:: Data to use
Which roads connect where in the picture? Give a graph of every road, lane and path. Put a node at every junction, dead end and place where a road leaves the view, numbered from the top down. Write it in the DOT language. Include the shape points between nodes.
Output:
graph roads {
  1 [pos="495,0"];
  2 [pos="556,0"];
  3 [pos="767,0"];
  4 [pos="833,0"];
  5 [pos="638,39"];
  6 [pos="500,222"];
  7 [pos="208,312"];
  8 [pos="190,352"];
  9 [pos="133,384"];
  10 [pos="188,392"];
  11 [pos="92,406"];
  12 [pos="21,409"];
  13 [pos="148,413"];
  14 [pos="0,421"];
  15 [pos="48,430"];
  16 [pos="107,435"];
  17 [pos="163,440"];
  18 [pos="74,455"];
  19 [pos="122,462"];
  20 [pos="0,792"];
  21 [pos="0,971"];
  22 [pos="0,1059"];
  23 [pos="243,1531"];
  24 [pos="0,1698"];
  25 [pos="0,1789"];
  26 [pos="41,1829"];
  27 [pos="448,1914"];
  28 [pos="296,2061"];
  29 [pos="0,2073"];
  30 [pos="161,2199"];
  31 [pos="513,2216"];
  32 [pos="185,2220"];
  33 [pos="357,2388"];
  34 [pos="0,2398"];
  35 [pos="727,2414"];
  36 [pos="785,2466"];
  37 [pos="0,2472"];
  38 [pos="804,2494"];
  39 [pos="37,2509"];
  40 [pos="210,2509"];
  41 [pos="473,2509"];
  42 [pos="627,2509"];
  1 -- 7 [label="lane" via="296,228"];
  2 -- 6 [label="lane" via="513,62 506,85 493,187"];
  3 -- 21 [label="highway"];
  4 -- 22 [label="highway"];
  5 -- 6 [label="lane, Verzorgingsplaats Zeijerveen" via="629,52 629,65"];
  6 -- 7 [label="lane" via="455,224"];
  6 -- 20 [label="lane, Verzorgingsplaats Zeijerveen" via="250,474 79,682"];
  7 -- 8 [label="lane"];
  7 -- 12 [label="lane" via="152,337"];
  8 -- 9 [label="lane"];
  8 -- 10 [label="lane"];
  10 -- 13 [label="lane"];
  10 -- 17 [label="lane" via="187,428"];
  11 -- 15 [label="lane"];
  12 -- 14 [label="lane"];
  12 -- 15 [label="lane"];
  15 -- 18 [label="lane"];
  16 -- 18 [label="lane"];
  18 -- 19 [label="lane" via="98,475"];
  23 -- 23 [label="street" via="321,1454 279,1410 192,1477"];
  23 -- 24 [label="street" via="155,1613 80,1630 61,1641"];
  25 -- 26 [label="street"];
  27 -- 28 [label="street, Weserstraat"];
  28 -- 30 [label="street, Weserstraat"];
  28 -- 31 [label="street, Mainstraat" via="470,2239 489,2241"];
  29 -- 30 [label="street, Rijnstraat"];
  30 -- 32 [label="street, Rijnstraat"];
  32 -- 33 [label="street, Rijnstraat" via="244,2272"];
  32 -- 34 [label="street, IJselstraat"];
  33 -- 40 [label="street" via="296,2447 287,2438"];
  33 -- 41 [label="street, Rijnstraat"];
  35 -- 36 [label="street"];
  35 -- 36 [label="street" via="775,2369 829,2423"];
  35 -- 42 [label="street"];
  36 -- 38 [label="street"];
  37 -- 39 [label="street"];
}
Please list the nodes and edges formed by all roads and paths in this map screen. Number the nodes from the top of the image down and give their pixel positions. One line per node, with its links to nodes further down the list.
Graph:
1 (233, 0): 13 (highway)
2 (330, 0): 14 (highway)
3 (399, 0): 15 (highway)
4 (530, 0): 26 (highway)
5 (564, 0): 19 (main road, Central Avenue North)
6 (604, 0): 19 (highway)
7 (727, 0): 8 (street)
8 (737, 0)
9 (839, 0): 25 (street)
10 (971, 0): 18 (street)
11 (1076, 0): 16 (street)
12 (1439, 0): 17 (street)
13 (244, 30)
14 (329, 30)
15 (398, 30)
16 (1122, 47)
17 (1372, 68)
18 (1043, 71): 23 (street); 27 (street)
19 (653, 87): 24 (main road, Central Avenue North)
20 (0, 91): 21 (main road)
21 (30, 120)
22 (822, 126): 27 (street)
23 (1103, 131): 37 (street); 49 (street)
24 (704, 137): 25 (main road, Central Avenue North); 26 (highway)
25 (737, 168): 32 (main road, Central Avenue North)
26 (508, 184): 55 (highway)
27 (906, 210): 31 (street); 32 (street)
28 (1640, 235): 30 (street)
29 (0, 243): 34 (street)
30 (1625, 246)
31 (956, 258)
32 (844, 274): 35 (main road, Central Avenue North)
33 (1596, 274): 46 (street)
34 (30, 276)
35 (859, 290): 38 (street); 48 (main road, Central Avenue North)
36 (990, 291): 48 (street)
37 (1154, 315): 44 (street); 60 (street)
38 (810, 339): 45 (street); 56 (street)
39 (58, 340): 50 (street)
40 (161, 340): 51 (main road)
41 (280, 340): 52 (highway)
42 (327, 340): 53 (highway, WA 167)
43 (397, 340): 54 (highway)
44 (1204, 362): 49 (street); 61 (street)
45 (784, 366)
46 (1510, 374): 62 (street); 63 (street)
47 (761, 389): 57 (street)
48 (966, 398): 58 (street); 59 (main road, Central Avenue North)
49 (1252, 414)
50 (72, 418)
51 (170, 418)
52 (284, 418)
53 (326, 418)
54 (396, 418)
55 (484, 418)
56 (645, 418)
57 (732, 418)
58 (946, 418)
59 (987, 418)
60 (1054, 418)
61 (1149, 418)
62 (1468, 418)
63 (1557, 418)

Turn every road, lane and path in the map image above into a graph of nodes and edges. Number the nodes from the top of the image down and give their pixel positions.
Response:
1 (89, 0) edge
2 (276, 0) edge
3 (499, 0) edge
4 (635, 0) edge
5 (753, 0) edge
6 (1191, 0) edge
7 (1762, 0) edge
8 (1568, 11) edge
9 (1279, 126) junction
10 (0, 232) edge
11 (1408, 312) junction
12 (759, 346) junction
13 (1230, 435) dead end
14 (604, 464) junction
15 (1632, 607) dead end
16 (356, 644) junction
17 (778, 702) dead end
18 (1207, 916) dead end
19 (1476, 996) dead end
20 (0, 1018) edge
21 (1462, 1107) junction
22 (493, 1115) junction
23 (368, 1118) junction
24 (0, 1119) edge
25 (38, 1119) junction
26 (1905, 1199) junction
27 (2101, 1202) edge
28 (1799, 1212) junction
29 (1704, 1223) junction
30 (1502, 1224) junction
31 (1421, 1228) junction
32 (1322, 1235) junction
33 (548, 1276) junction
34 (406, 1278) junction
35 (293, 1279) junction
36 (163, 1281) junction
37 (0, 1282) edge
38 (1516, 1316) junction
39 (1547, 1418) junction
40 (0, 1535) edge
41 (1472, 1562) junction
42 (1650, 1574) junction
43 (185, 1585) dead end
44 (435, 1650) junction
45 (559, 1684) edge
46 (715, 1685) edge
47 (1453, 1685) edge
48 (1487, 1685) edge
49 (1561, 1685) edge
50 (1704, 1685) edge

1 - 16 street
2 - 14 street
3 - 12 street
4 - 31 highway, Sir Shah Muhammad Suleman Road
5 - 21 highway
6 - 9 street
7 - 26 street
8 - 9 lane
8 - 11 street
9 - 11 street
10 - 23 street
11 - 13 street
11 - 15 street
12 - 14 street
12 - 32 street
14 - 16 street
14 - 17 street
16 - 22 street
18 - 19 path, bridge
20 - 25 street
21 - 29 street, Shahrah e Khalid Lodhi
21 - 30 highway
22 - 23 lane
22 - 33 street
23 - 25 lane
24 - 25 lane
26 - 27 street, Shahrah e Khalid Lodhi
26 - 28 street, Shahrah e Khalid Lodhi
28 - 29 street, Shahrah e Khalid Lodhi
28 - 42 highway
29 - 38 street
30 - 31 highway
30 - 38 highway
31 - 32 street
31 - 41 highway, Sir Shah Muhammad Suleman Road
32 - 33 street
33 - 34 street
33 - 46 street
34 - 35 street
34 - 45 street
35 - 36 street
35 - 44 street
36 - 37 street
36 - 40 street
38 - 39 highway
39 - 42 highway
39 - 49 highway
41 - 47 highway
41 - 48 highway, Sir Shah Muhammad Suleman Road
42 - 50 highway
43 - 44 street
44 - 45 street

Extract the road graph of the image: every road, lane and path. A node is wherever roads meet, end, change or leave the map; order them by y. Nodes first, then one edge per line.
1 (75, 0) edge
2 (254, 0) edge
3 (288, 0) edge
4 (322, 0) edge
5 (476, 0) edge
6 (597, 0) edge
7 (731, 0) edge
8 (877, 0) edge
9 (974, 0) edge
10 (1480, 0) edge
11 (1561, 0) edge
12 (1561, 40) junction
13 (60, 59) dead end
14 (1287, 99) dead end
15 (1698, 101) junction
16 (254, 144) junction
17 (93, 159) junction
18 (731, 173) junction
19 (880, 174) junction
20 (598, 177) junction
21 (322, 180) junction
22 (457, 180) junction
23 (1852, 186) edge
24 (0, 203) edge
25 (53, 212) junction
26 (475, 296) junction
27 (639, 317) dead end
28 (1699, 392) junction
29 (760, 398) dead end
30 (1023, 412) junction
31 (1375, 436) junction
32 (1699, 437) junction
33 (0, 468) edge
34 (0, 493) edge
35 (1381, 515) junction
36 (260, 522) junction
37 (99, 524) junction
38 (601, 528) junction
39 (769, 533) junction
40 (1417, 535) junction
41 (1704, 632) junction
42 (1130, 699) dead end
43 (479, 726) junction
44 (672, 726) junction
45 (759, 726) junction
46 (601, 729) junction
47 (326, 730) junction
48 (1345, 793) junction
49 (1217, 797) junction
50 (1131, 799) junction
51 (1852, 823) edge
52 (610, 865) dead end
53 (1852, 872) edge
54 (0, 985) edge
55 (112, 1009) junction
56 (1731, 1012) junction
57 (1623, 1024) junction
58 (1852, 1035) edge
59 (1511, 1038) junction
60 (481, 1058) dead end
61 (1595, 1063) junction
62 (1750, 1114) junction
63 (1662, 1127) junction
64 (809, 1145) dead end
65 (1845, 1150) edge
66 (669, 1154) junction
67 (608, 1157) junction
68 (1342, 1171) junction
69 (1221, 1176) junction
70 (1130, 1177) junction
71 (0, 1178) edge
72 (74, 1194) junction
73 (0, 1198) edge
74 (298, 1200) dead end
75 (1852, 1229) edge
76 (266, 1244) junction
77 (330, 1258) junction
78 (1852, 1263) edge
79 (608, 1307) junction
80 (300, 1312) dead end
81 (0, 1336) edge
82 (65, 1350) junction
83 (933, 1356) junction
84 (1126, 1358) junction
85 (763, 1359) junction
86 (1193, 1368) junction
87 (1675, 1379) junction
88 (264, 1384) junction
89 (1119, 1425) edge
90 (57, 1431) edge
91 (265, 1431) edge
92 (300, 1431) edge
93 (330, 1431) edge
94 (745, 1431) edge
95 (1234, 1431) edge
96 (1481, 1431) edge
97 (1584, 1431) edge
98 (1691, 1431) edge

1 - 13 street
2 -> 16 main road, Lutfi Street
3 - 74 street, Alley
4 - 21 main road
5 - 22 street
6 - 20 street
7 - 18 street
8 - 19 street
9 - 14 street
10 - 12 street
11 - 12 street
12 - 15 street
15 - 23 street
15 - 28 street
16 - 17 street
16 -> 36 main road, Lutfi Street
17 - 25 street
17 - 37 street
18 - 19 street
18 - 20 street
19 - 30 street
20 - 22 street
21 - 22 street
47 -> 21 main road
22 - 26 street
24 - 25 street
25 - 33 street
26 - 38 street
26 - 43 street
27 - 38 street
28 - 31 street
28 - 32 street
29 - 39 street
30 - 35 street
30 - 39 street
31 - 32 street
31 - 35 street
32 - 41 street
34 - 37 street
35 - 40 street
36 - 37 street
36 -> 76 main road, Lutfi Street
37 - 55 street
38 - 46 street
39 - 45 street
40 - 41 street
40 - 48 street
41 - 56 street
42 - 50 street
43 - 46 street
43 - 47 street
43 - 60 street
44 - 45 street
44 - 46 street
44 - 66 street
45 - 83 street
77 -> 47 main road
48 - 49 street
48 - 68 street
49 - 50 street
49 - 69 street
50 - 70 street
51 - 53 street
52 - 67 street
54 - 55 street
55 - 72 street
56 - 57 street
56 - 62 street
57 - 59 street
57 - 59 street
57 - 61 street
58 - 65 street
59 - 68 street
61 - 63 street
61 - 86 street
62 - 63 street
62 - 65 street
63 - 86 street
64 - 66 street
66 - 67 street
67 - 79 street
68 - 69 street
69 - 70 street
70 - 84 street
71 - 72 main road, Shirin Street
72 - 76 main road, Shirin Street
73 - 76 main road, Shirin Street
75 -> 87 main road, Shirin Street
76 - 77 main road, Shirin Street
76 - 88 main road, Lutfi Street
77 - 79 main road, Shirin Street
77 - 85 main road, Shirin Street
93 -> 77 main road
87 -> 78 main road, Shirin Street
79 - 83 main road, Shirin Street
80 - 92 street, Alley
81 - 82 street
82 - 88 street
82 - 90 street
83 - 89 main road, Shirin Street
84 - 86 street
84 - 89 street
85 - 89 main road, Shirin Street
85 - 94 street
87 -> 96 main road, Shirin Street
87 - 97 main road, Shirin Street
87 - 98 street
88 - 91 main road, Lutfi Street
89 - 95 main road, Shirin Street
::::
What to produce:
Pick out every line above that holds the word "Muhammad" and copy it.

Reply:
4 - 31 highway, Sir Shah Muhammad Suleman Road
31 - 41 highway, Sir Shah Muhammad Suleman Road
41 - 48 highway, Sir Shah Muhammad Suleman Road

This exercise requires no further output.